*** Opening of Exercise input ***

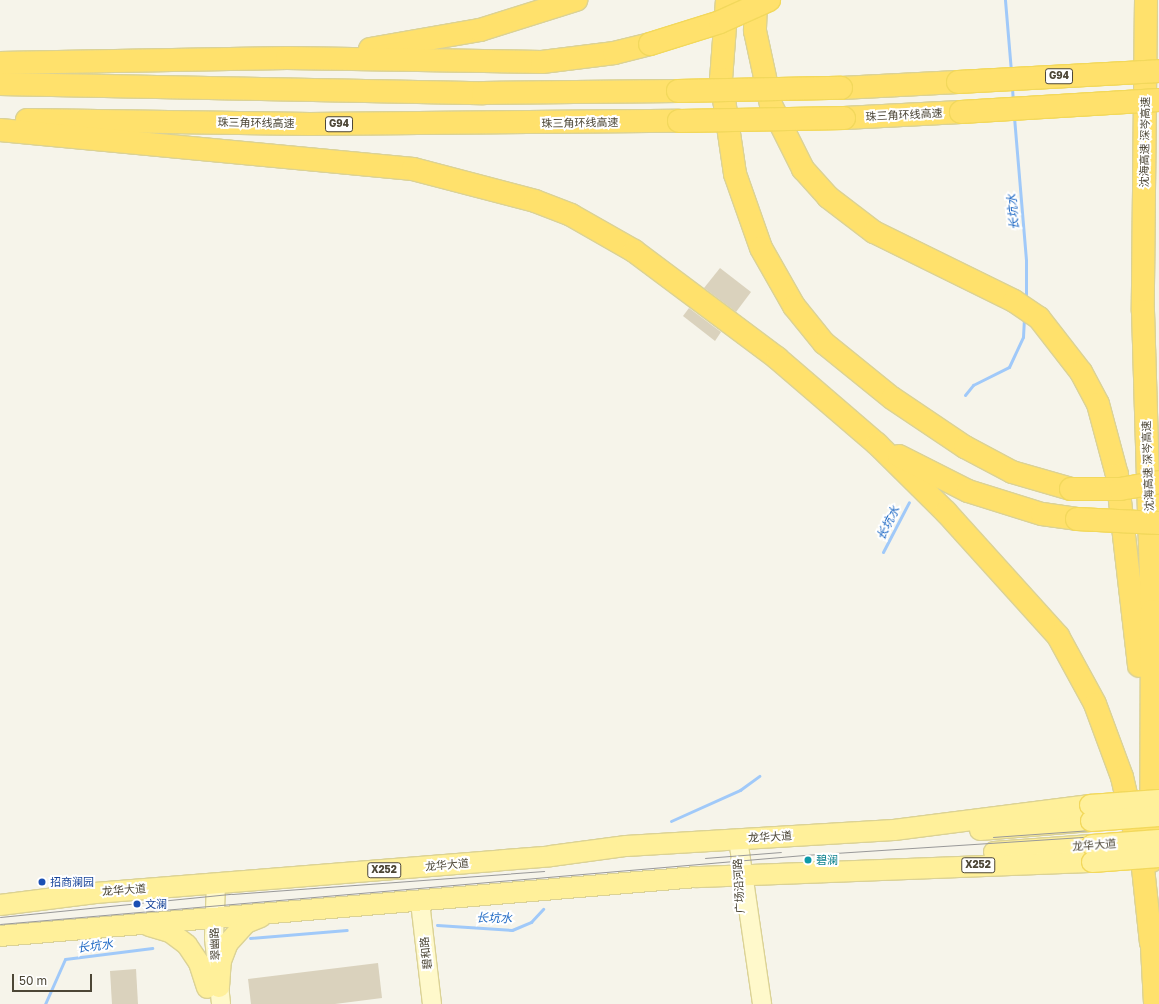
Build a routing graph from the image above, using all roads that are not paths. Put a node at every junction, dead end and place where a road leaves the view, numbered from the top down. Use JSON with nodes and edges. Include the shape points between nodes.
{"nodes":[{"id":1,"x":576,"y":0,"type":"edge"},
{"id":2,"x":727,"y":0,"type":"edge"},
{"id":3,"x":756,"y":0,"type":"edge"},
{"id":4,"x":769,"y":0,"type":"edge"},
{"id":5,"x":1146,"y":0,"type":"edge"},
{"id":6,"x":287,"y":58,"type":"junction"},
{"id":7,"x":0,"y":63,"type":"edge"},
{"id":8,"x":1159,"y":71,"type":"edge"},
{"id":9,"x":0,"y":84,"type":"edge"},
{"id":10,"x":1159,"y":100,"type":"edge"},
{"id":11,"x":0,"y":120,"type":"edge"},
{"id":12,"x":0,"y":130,"type":"edge"},
{"id":13,"x":877,"y":444,"type":"junction"},
{"id":14,"x":1159,"y":482,"type":"edge"},
{"id":15,"x":1159,"y":523,"type":"edge"},
{"id":16,"x":1151,"y":775,"type":"junction"},
{"id":17,"x":1159,"y":800,"type":"edge"},
{"id":18,"x":1090,"y":813,"type":"junction"},
{"id":19,"x":1159,"y":816,"type":"edge"},
{"id":20,"x":738,"y":839,"type":"junction"},
{"id":21,"x":1159,"y":840,"type":"edge"},
{"id":22,"x":1092,"y":854,"type":"junction"},
{"id":23,"x":1159,"y":857,"type":"edge"},
{"id":24,"x":741,"y":876,"type":"junction"},
{"id":25,"x":211,"y":883,"type":"junction"},
{"id":26,"x":420,"y":902,"type":"junction"},
{"id":27,"x":0,"y":905,"type":"edge"},
{"id":28,"x":264,"y":916,"type":"junction"},
{"id":29,"x":210,"y":918,"type":"junction"},
{"id":30,"x":129,"y":925,"type":"junction"},
{"id":31,"x":0,"y":936,"type":"edge"},
{"id":32,"x":1151,"y":943,"type":"junction"},
{"id":33,"x":214,"y":996,"type":"edge"},
{"id":34,"x":432,"y":1004,"type":"edge"},
{"id":35,"x":753,"y":1004,"type":"edge"},
{"id":36,"x":762,"y":1004,"type":"edge"},
{"id":37,"x":1154,"y":1004,"type":"edge"}],
"edges":[{"from":1,"to":6,"type":"highway","via":[[473,32],[402,45]]},
{"from":2,"to":14,"type":"highway","bridge":true,"via":[[721,79],[734,174],[761,248],[794,306],[824,343],[892,398],[965,447],[1012,472],[1071,489],[1120,489]]},
{"from":3,"to":16,"type":"highway","via":[[755,31],[771,105],[803,169],[828,197],[874,232],[1014,301],[1039,318],[1081,372],[1110,438],[1126,537]]},
{"from":4,"to":6,"type":"highway","bridge":true,"via":[[720,22],[650,44],[614,53],[542,62]]},
{"from":5,"to":16,"type":"highway","name":"沈海高速 深岑高速","via":[[1143,311],[1152,611]]},
{"from":6,"to":7,"type":"highway"},
{"from":8,"to":9,"type":"highway","number":"G94","bridge":true,"via":[[841,88],[678,91],[460,92]]},
{"from":10,"to":11,"type":"highway","name":"珠三角环线高速","number":"G94","bridge":true,"via":[[844,118],[679,121],[310,124]]},
{"from":12,"to":13,"type":"highway","via":[[413,168],[535,201],[571,215],[634,251],[777,358]]},
{"from":13,"to":15,"type":"highway","bridge":true,"via":[[968,490],[1023,509],[1077,519]]},
{"from":13,"to":32,"type":"highway","via":[[946,512],[1058,636],[1095,704],[1122,777],[1143,868]]},
{"from":16,"to":32,"type":"highway","name":"沈海高速 深岑高速"},
{"from":17,"to":18,"type":"main road","name":"龙华大道","number":"X252","bridge":true},
{"from":18,"to":19,"type":"main road","name":"龙华大道","number":"X252","bridge":true},
{"from":18,"to":20,"type":"main road","name":"龙华大道","number":"X252","via":[[957,831],[894,830]]},
{"from":20,"to":24,"type":"street","name":"广场沿河路"},
{"from":20,"to":25,"type":"main road","name":"龙华大道","number":"X252"},
{"from":21,"to":22,"type":"main road","name":"龙华大道","number":"X252","bridge":true},
{"from":22,"to":23,"type":"main road","name":"龙华大道","number":"X252","bridge":true},
{"from":22,"to":24,"type":"main road","name":"龙华大道","number":"X252","via":[[934,856],[863,869]]},
{"from":24,"to":26,"type":"main road","name":"龙华大道","number":"X252"},
{"from":24,"to":35,"type":"street","name":"广场沿河路"},
{"from":24,"to":36,"type":"street","name":"广场沿河路"},
{"from":25,"to":27,"type":"main road","name":"龙华大道","number":"X252","via":[[95,893]]},
{"from":25,"to":29,"type":"street","name":"翠幽路"},
{"from":26,"to":28,"type":"main road","name":"龙华大道","number":"X252"},
{"from":26,"to":34,"type":"street","name":"碧和路"},
{"from":28,"to":29,"type":"main road","name":"龙华大道","number":"X252"},
{"from":28,"to":33,"type":"main road","via":[[246,923],[228,943],[221,961]]},
{"from":29,"to":30,"type":"main road","name":"龙华大道","number":"X252"},
{"from":29,"to":33,"type":"street","name":"翠幽路"},
{"from":30,"to":31,"type":"main road","name":"龙华大道","number":"X252"},
{"from":30,"to":33,"type":"main road","via":[[162,929],[178,937],[194,954]]},
{"from":32,"to":37,"type":"highway","name":"沈海高速 深岑高速"}]}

*** Close of Exercise input ***

Report each line in the preceding entries that holds the string "nodes".

Result of this task »
Build a routing graph from the image above, using all roads that are not paths. Put a node at every junction, dead end and place where a road leaves the view, numbered from the top down. Use JSON with nodes and edges. Include the shape points between nodes.
{"nodes":[{"id":1,"x":576,"y":0,"type":"edge"},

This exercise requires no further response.